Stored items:
════════
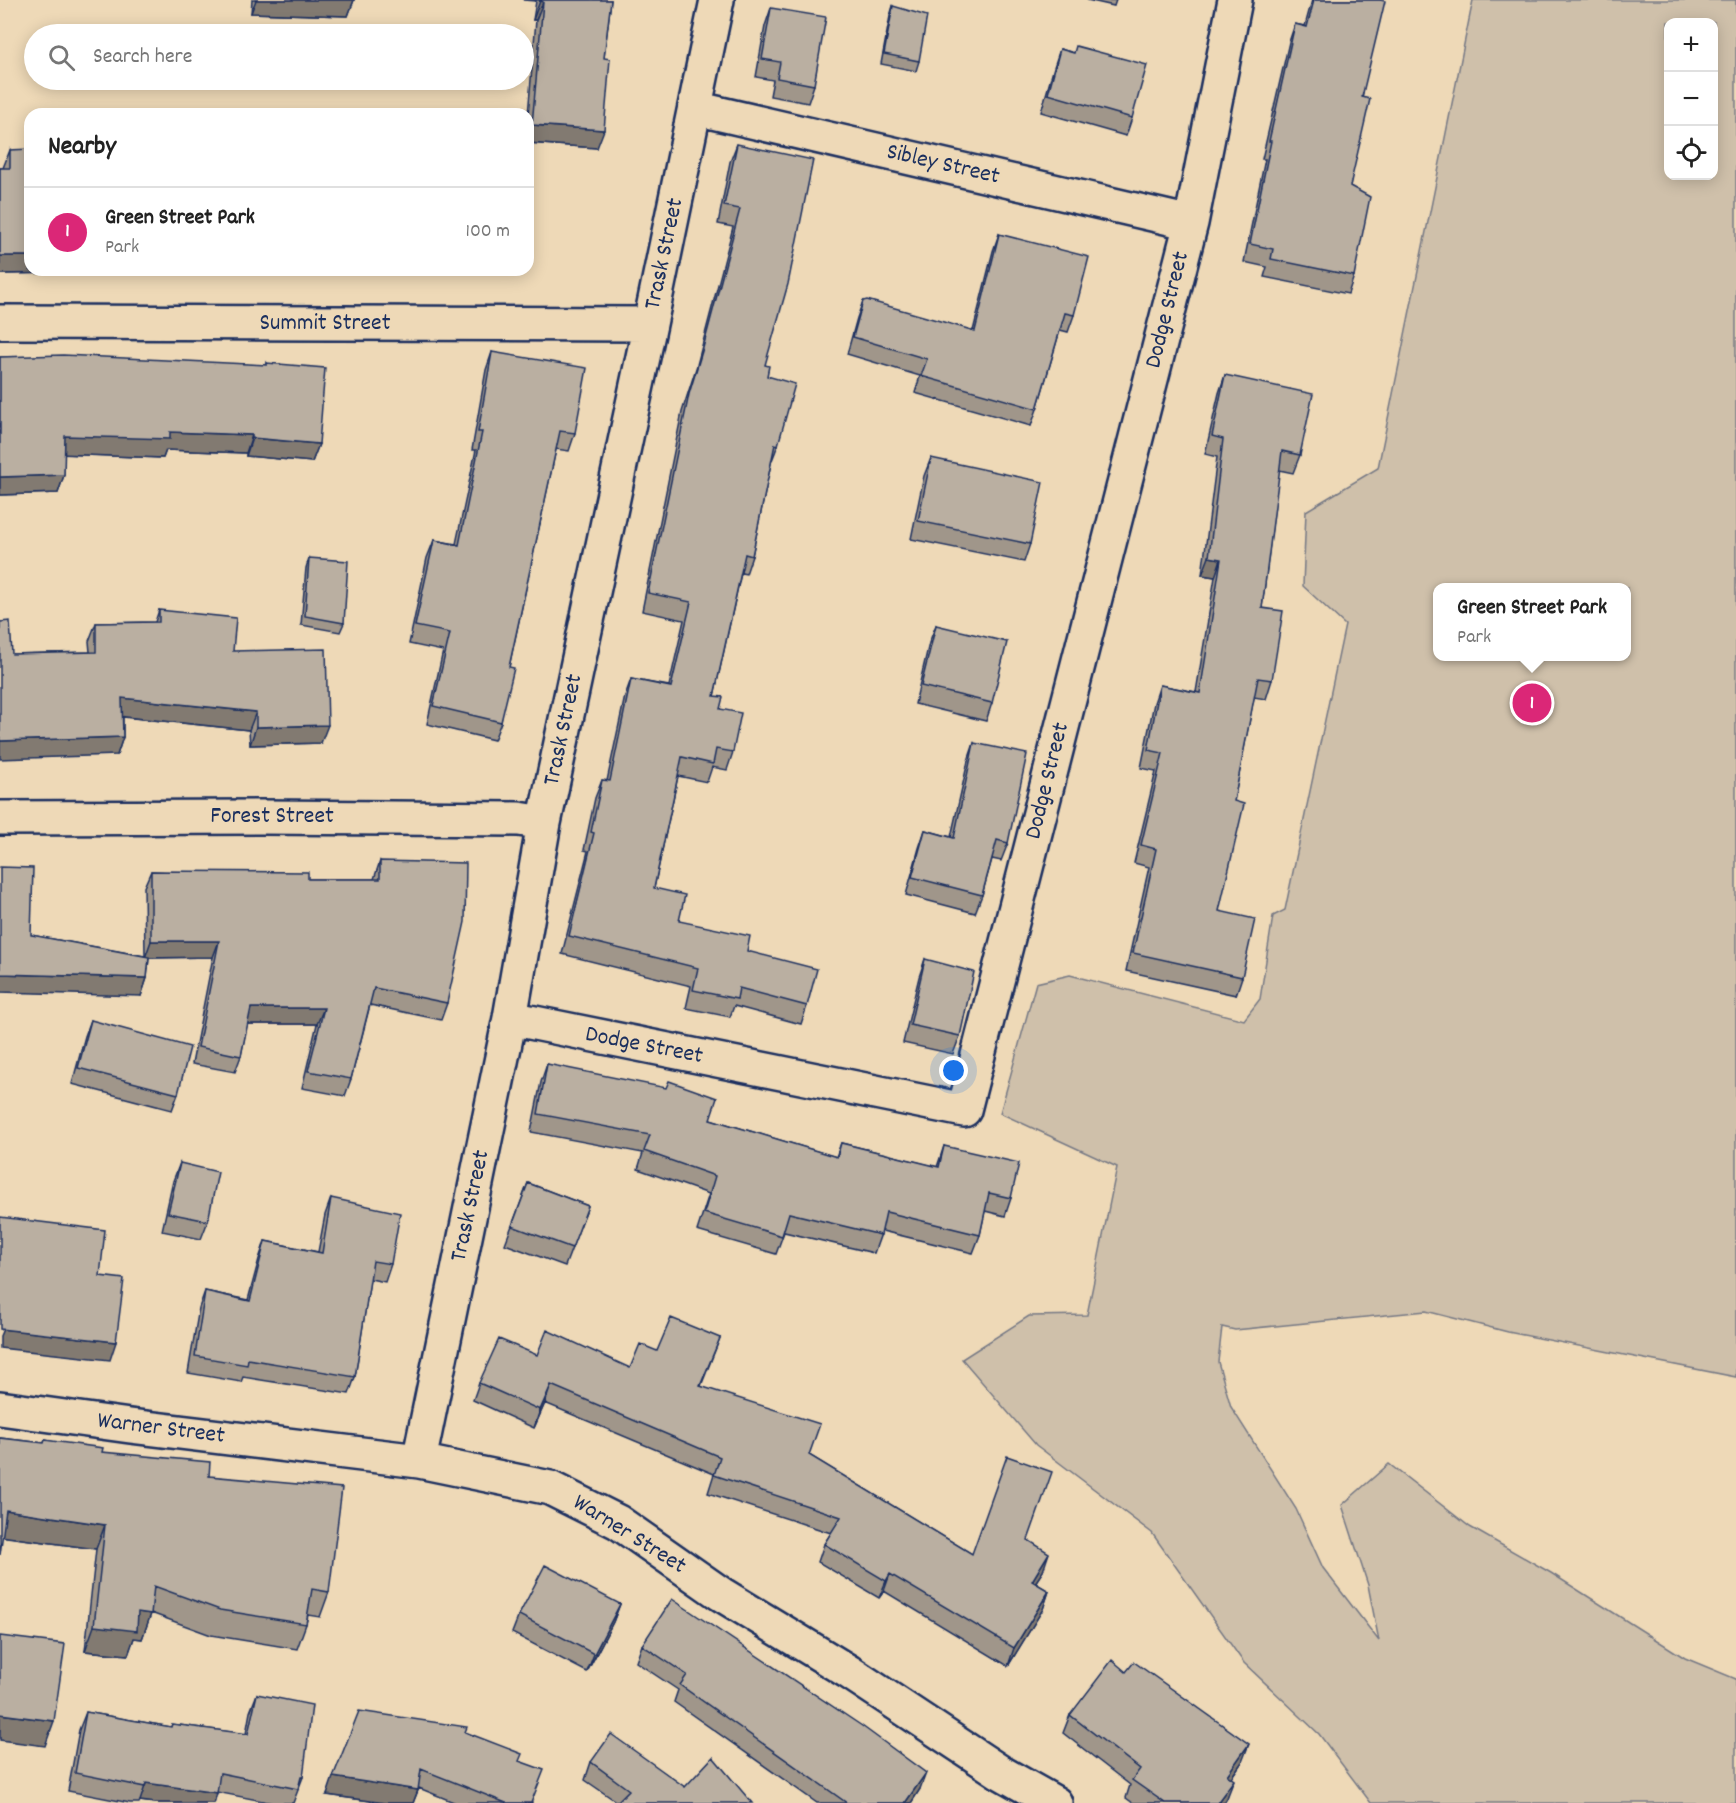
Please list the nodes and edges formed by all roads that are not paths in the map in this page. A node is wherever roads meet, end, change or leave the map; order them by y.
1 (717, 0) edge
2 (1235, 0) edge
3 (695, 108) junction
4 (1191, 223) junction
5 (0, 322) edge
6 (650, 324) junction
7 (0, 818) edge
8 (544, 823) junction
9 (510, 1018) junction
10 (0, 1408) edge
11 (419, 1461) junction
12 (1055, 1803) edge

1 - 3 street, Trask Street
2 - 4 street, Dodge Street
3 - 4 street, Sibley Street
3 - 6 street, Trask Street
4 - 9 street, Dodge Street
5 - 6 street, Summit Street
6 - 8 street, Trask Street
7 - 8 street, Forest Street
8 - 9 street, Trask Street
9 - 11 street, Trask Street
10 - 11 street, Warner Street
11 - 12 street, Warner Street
════════
_WHAT TO DO:_ The records above, minus their pictures, are to be returned word for word.

_EXERCISE RESULT:_
Please list the nodes and edges formed by all roads that are not paths in the map in this page. A node is wherever roads meet, end, change or leave the map; order them by y.
1 (717, 0) edge
2 (1235, 0) edge
3 (695, 108) junction
4 (1191, 223) junction
5 (0, 322) edge
6 (650, 324) junction
7 (0, 818) edge
8 (544, 823) junction
9 (510, 1018) junction
10 (0, 1408) edge
11 (419, 1461) junction
12 (1055, 1803) edge

1 - 3 street, Trask Street
2 - 4 street, Dodge Street
3 - 4 street, Sibley Street
3 - 6 street, Trask Street
4 - 9 street, Dodge Street
5 - 6 street, Summit Street
6 - 8 street, Trask Street
7 - 8 street, Forest Street
8 - 9 street, Trask Street
9 - 11 street, Trask Street
10 - 11 street, Warner Street
11 - 12 street, Warner Street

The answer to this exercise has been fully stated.